Requirement: For each line below that contains the string "bends", copy that line.

Data:

##########

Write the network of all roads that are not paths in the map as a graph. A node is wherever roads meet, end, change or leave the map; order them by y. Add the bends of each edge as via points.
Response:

##########

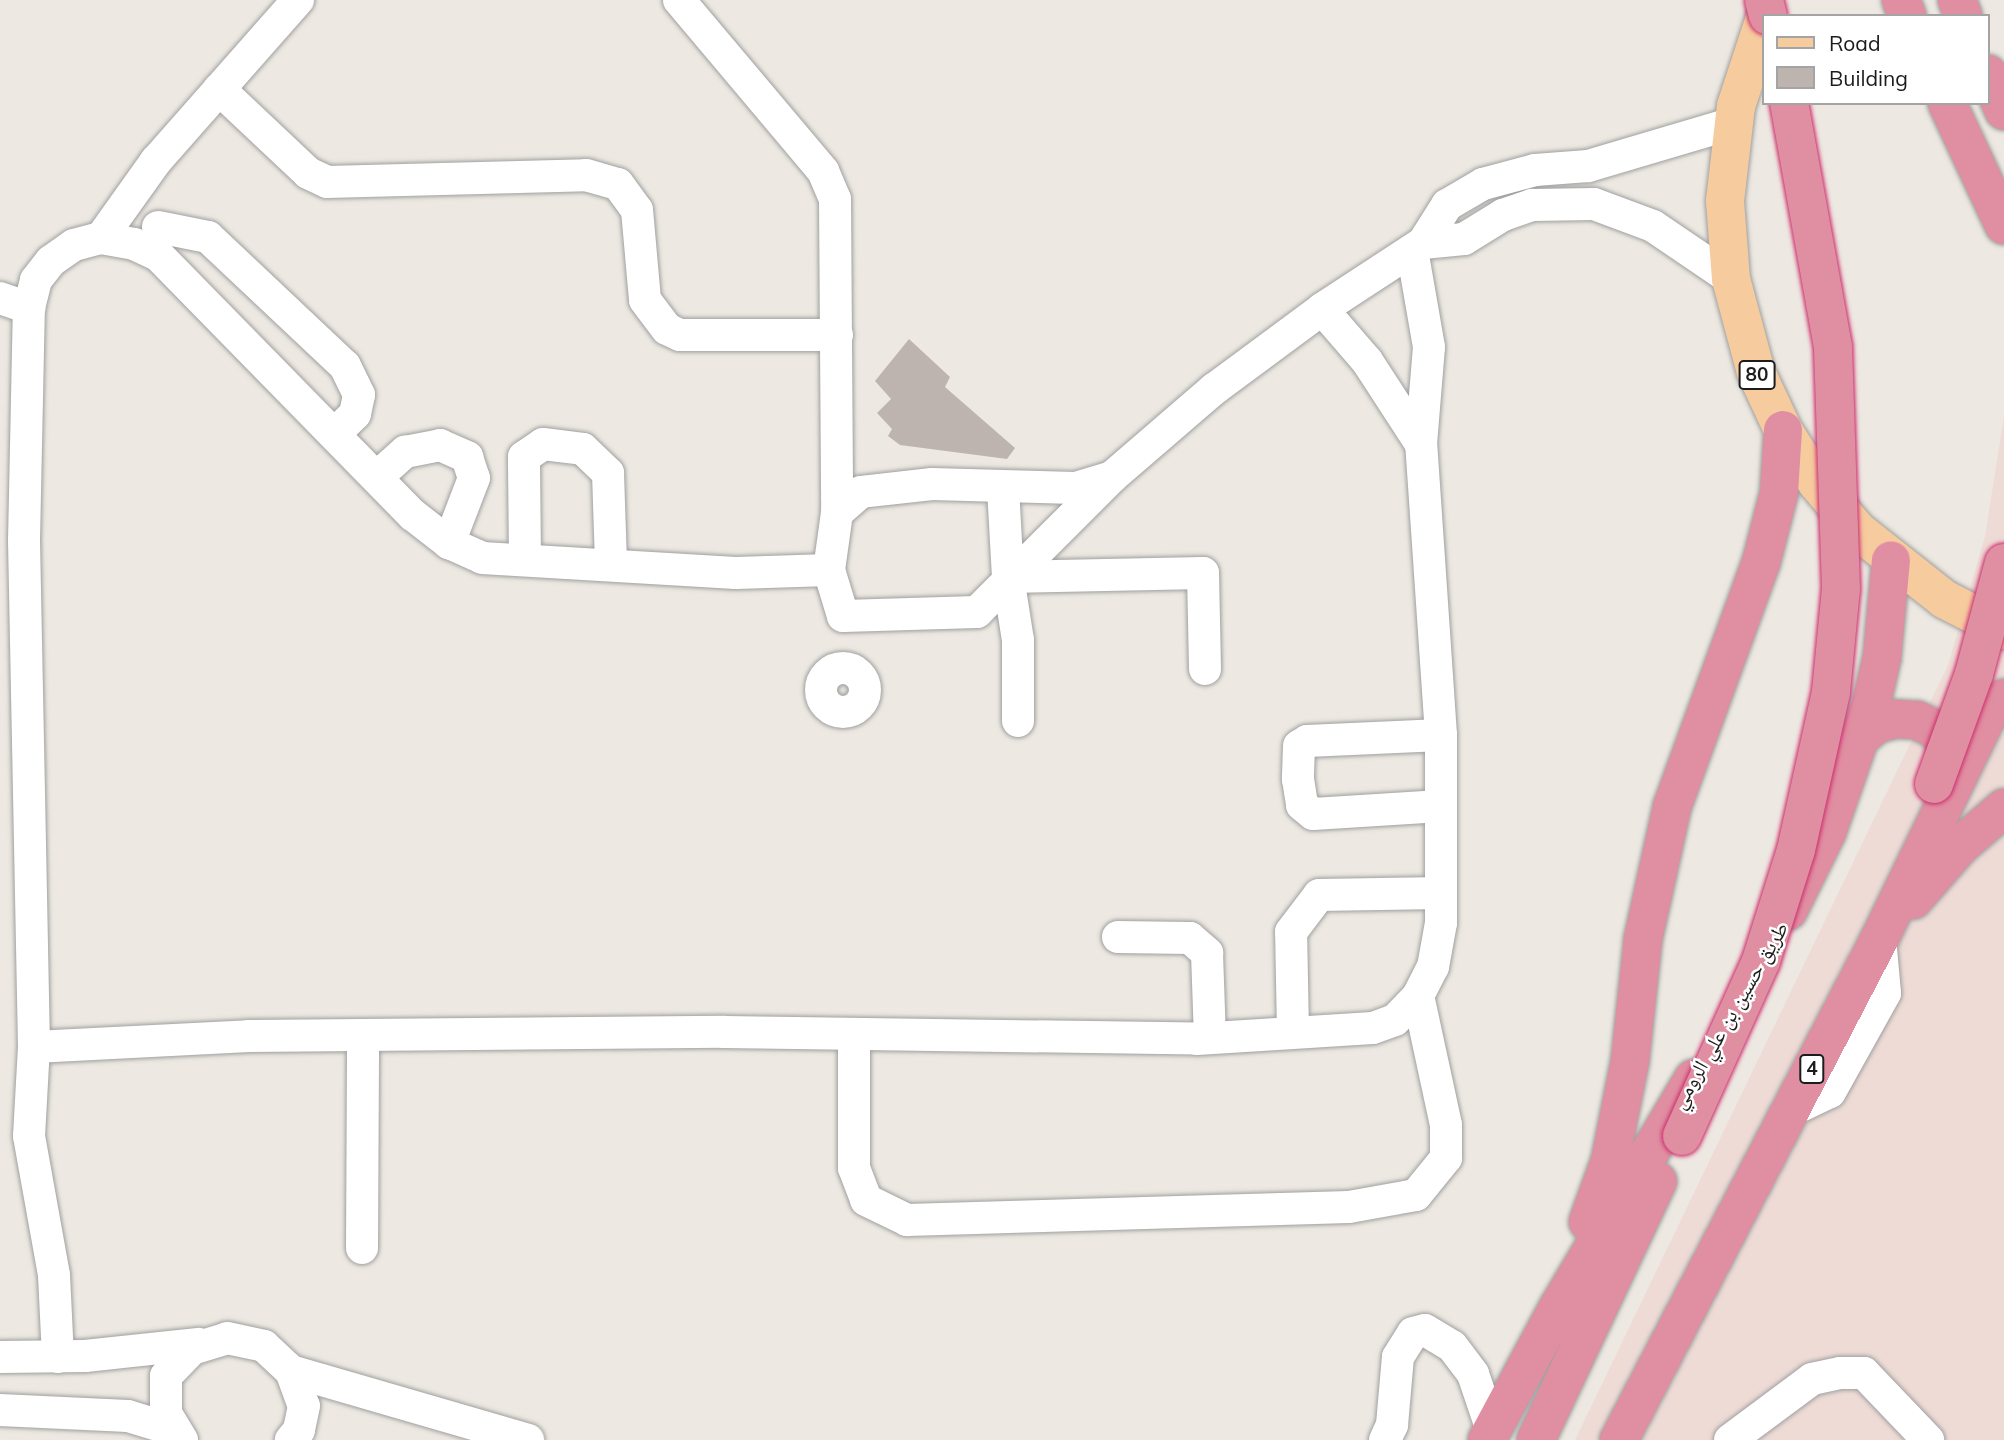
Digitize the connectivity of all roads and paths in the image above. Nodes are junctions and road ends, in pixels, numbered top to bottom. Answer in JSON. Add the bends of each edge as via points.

##########

Output for this task:
Write the network of all roads that are not paths in the map as a graph. A node is wherever roads meet, end, change or leave the map; order them by y. Add the bends of each edge as via points.
Digitize the connectivity of all roads and paths in the image above. Nodes are junctions and road ends, in pixels, numbered top to bottom. Answer in JSON. Add the bends of each edge as via points.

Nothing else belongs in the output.